Quizá añorando épocas pasadas, o quizá aliviados por no tener ya nunca que entrar en batalla, los cañones de La Habana son parte indisoluble de la ciudad.
Bajo techo o al aire libre, en sus emplazamientos originales o confinados en museos y fortalezas, los cañones habaneros han sido testigos del paso implacable del tiempo y los avatares de la capital cubana.
Unos alguna vez entraron en combate, allá por los años de la colonia. Otros nunca llegaron a disparar y quedaron por siempre como guardianes silenciosos y frustrados.
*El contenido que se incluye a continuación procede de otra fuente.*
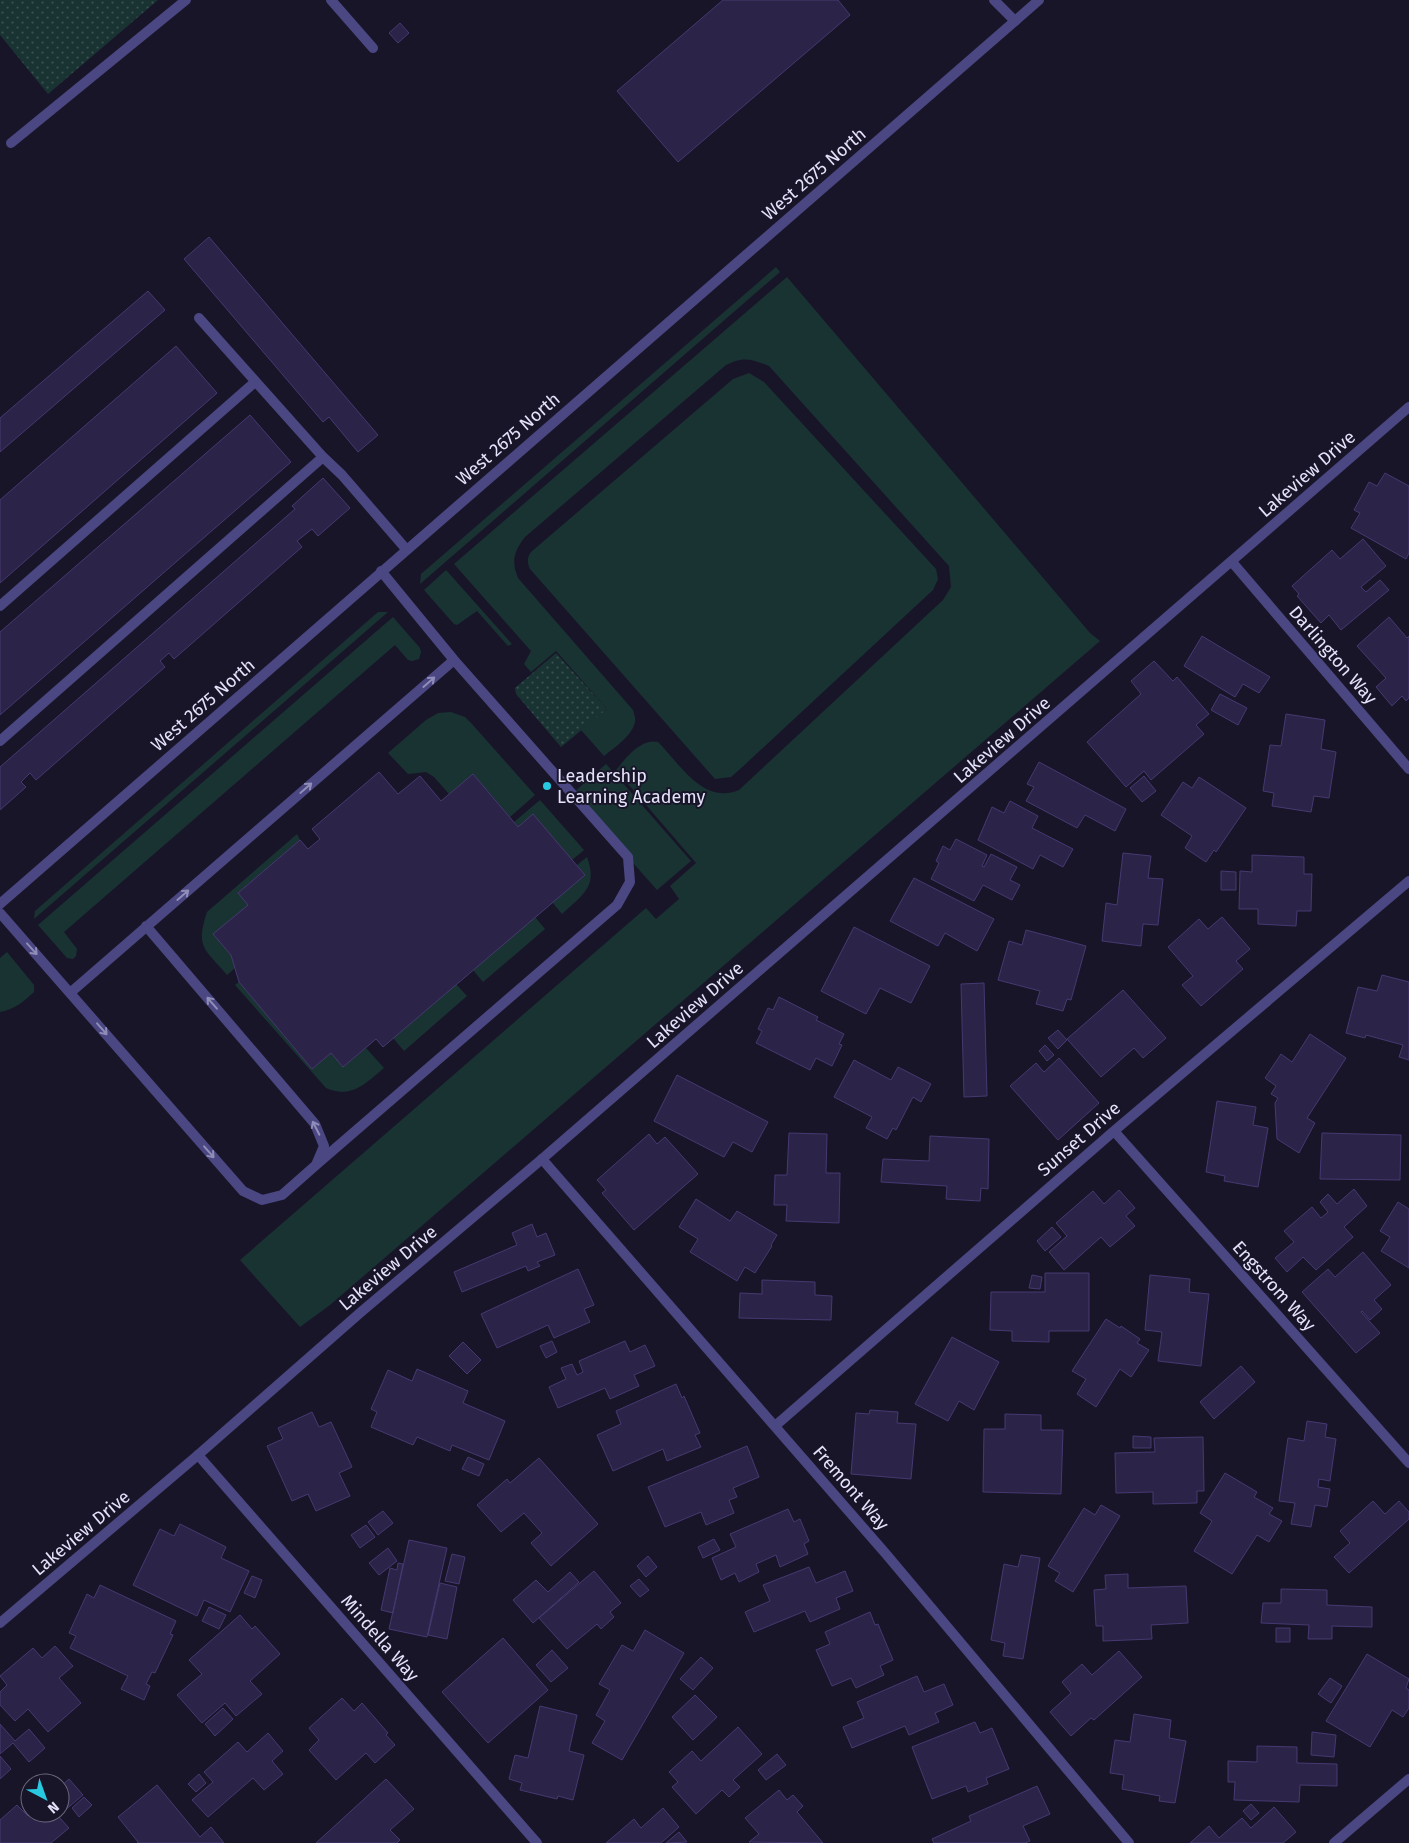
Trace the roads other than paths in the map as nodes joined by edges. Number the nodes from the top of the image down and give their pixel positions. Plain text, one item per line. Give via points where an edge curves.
1 (186, 0) edge
2 (330, 0) edge
3 (994, 0) edge
4 (1039, 0) edge
5 (1015, 21) junction
6 (373, 48) dead end
7 (11, 144) dead end
8 (199, 318) dead end
9 (256, 382) junction
10 (1409, 408) edge
11 (323, 458) junction
12 (406, 549) junction
13 (1232, 562) junction
14 (381, 571) junction
15 (0, 606) edge
16 (454, 660) junction
17 (0, 741) edge
18 (1409, 769) edge
19 (1409, 881) edge
20 (0, 904) edge
21 (0, 913) edge
22 (146, 926) junction
23 (70, 993) junction
24 (1114, 1130) junction
25 (542, 1159) junction
26 (316, 1165) junction
27 (775, 1426) junction
28 (198, 1455) junction
29 (1409, 1462) edge
30 (0, 1623) edge
31 (1409, 1779) edge
32 (537, 1843) edge
33 (1128, 1843) edge
34 (1334, 1843) edge

1 - 7 street
2 - 6 street
3 - 5 street
4 - 5 street, West 2675 North
5 - 12 street, West 2675 North
8 - 9 street
9 - 11 street
9 - 15 street
10 - 13 street, Lakeview Drive
11 - 12 street via 342,475
11 - 17 street
12 - 14 street, West 2675 North
13 - 18 street, Darlington Way
13 - 25 street, Lakeview Drive
14 - 16 street
14 - 20 street, West 2675 North
22 -> 16 street
16 - 26 street via 628,856 630,882 617,905
19 - 24 street, Sunset Drive
21 -> 23 street
22 - 23 street
26 -> 22 street via 324,1146 315,1124
23 -> 26 street via 243,1191 262,1200 282,1195
24 - 27 street, Sunset Drive
24 - 29 street, Engstrom Way
25 - 27 street, Fremont Way
25 - 28 street, Lakeview Drive via 360,1312
27 - 33 street, Fremont Way
28 - 30 street, Lakeview Drive
28 - 32 street, Mindella Way
31 - 34 street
Algunos, más afortunados, se han mantenido lozanos y atentos al horizonte. Otros, en cambio, han sufrido de la desidia y el descuido.
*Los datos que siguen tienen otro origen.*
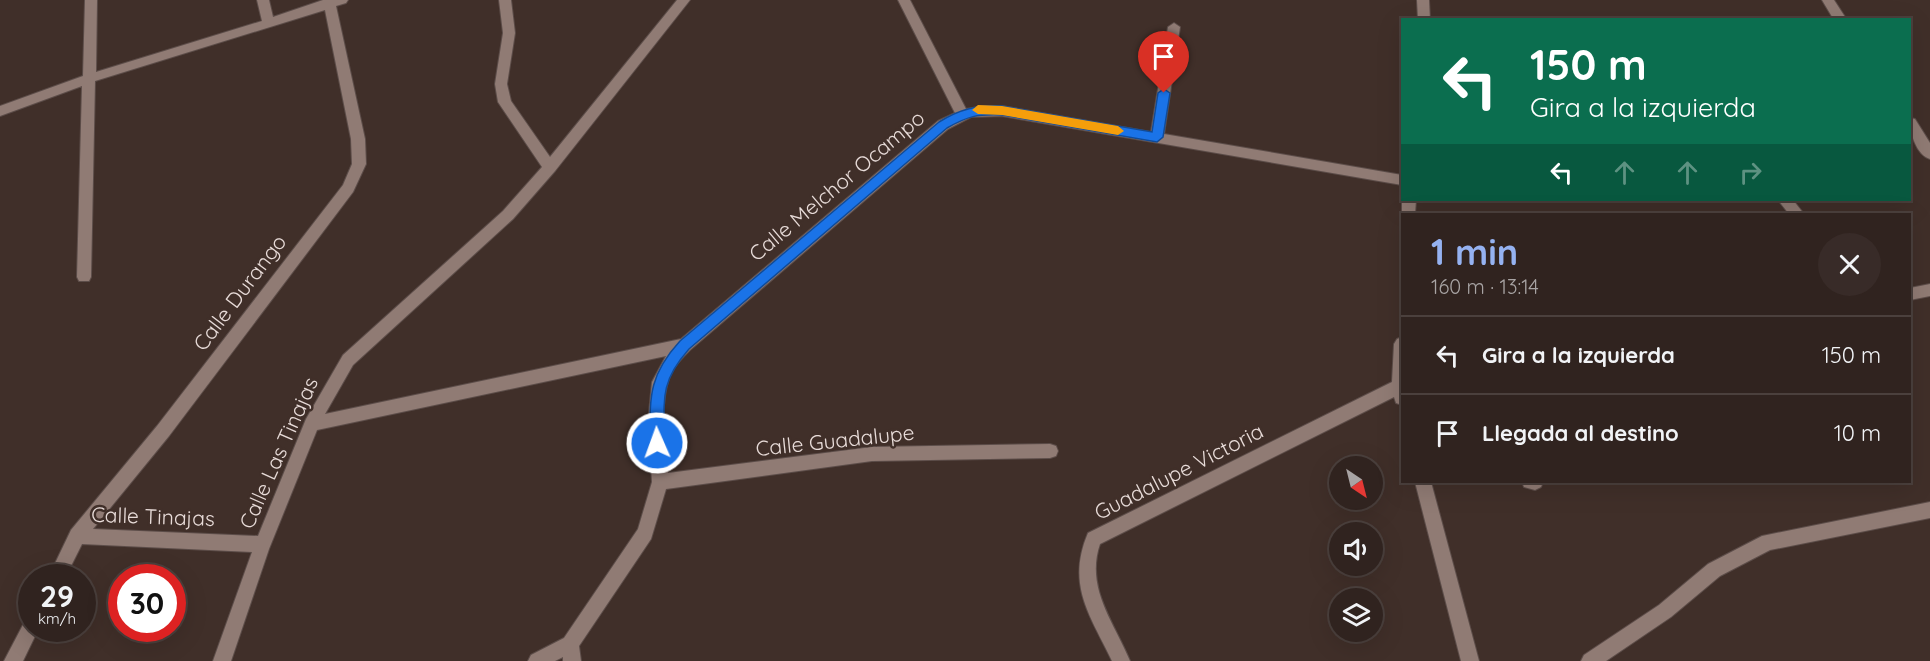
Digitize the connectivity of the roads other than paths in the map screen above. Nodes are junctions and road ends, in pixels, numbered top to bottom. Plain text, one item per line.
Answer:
1 (91, 0) edge
2 (263, 0) edge
3 (505, 0) edge
4 (684, 0) edge
5 (904, 0) edge
6 (1423, 0) edge
7 (1828, 0) edge
8 (334, 1) edge
9 (1424, 18) edge
10 (1840, 18) edge
11 (268, 22) junction
12 (1174, 27) dead end
13 (88, 79) junction
14 (0, 111) edge
15 (962, 114) junction
16 (1911, 124) edge
17 (1157, 137) junction
18 (1929, 150) edge
19 (550, 166) junction
20 (1401, 180) edge
21 (1786, 201) edge
22 (1796, 213) edge
23 (84, 277) dead end
24 (1930, 290) edge
25 (1911, 294) edge
26 (685, 345) junction
27 (1401, 392) edge
28 (312, 424) junction
29 (1050, 451) dead end
30 (660, 482) junction
31 (1423, 483) edge
32 (1930, 510) edge
33 (77, 536) junction
34 (262, 544) junction
35 (63, 564) edge
36 (23, 642) edge
37 (571, 653) edge
38 (13, 661) edge
39 (222, 661) edge
40 (537, 661) edge
41 (1121, 661) edge
42 (1470, 661) edge
43 (1590, 661) edge

1 - 13 street
2 - 11 street
3 - 19 street
4 - 19 street, Calle Las Tinajas
5 - 15 street
6 - 9 street
7 - 10 street
8 - 11 street
8 - 33 street, Calle Durango
11 - 13 street
12 - 17 street
13 - 14 street
13 - 23 street
15 - 17 street, Calle Melchor Ocampo
15 - 26 street, Calle Melchor Ocampo
16 - 18 street
17 - 20 street, Calle Melchor Ocampo
19 - 28 street, Calle Las Tinajas
21 - 22 street
24 - 25 street
26 - 28 street
26 - 30 street, Calle Melchor Ocampo
27 - 41 street, Guadalupe Victoria
28 - 34 street, Calle Las Tinajas
29 - 30 street, Calle Guadalupe
30 - 37 street, Calle Melchor Ocampo
31 - 42 street
32 - 43 street
33 - 34 street, Calle Tinajas
33 - 35 street, Calle Durango
34 - 39 street, Calle Las Tinajas
36 - 38 street
37 - 40 street, Calle Melchor Ocampo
Una parte de ellos cambió de profesión: de piezas de artillería pasaron a ser barreras citadinas, objetos decorativos, cómplices de juegos infantiles o atracciones para el turismo.
En lugar de apuntar a posibles enemigos, como naves piratas o tropas de ejércitos rivales, muchos fueron puestos a mirar el cielo o con sus bocas hacia abajo, enterradas en el pavimiento o los adoquines.
Así, los otrora dispuestos defensores de la ciudad perdieron su atemorizante estampa, su valor primigenio, aunque ganaron nuevas funciones y significados.
Incluso, algunos dejaron de ser cañones y se convirtieron en otra cosa. Fueron fundidos y reutilizados, y hasta dieron forma a los célebres leones del Paseo del Prado.
A los añejos cañones de La Habana, fuese cual fuese su pasado y sea cual sea su ubicación actual, dedicamos nuestra mirada fotográfica de domingo.
En ellos, vistos hoy a través del lente de Otmaro Rodríguez, late también la historia de la capital cubana.